"""

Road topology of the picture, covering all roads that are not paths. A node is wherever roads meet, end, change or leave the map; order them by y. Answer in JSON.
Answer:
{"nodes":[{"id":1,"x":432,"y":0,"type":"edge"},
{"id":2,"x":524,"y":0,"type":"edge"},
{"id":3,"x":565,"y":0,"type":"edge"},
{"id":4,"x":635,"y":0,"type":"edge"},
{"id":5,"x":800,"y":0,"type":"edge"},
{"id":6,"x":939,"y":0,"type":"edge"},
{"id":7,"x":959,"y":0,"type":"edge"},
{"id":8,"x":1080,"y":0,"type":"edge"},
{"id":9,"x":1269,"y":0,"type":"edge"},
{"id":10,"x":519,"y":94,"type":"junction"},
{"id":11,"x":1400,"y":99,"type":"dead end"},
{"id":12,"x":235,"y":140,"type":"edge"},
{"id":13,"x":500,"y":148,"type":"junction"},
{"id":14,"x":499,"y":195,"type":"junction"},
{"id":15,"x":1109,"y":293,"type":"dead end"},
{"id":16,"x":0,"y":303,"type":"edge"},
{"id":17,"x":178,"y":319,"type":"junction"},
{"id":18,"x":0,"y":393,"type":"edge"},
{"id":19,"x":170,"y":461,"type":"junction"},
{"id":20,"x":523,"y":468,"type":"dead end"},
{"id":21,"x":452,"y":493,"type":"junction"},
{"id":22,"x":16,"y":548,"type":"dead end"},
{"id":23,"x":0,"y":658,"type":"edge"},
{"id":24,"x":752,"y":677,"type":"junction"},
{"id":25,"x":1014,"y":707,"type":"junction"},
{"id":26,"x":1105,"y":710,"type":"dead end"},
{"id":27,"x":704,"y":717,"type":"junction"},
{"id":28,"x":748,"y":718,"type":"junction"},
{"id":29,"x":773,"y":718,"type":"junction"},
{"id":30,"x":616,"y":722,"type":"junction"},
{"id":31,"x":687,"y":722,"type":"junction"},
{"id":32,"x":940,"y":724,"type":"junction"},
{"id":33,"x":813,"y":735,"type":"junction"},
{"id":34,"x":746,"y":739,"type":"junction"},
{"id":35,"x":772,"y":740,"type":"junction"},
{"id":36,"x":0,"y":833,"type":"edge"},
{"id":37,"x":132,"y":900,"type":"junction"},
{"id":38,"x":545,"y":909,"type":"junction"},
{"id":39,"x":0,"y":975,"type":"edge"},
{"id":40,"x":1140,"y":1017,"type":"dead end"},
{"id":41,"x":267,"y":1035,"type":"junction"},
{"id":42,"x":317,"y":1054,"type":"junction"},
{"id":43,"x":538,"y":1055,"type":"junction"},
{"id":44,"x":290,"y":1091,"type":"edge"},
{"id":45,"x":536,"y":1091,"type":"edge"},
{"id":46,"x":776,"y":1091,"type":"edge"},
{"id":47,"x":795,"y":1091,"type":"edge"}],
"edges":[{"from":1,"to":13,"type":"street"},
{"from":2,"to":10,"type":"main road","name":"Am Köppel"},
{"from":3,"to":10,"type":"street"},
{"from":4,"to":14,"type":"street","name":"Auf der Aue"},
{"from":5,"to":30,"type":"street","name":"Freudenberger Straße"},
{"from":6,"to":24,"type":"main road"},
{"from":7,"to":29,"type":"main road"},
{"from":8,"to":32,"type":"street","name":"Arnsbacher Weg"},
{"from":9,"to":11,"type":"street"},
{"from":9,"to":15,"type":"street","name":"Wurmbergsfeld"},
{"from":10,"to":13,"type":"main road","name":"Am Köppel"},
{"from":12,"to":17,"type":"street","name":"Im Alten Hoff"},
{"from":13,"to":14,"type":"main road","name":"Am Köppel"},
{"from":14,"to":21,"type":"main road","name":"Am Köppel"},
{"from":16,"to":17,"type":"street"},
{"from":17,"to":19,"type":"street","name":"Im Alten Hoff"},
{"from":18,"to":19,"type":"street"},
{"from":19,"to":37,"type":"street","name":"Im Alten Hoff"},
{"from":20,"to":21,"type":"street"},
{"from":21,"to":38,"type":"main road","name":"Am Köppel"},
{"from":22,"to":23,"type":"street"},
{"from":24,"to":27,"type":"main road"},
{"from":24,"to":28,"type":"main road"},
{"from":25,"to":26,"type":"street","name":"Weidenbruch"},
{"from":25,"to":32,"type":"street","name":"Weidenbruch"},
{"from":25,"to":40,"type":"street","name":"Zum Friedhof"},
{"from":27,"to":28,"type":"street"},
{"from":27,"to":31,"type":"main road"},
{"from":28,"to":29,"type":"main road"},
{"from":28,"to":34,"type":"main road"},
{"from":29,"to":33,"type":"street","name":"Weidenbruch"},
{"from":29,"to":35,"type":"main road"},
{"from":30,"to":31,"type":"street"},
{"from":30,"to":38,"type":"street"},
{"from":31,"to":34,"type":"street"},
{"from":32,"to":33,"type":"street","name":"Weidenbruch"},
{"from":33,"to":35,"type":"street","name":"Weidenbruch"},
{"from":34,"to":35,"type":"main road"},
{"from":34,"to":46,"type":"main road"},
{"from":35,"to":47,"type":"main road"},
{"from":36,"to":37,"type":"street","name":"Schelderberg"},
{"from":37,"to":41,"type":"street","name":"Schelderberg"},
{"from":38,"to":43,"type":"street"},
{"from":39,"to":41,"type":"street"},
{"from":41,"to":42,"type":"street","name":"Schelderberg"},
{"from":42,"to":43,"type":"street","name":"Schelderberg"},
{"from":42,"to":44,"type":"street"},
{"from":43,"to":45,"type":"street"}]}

"""

■ Work to be completed
Work out, please, how many lines above contain "Köppel"; answer only with the number.

■ Task response
5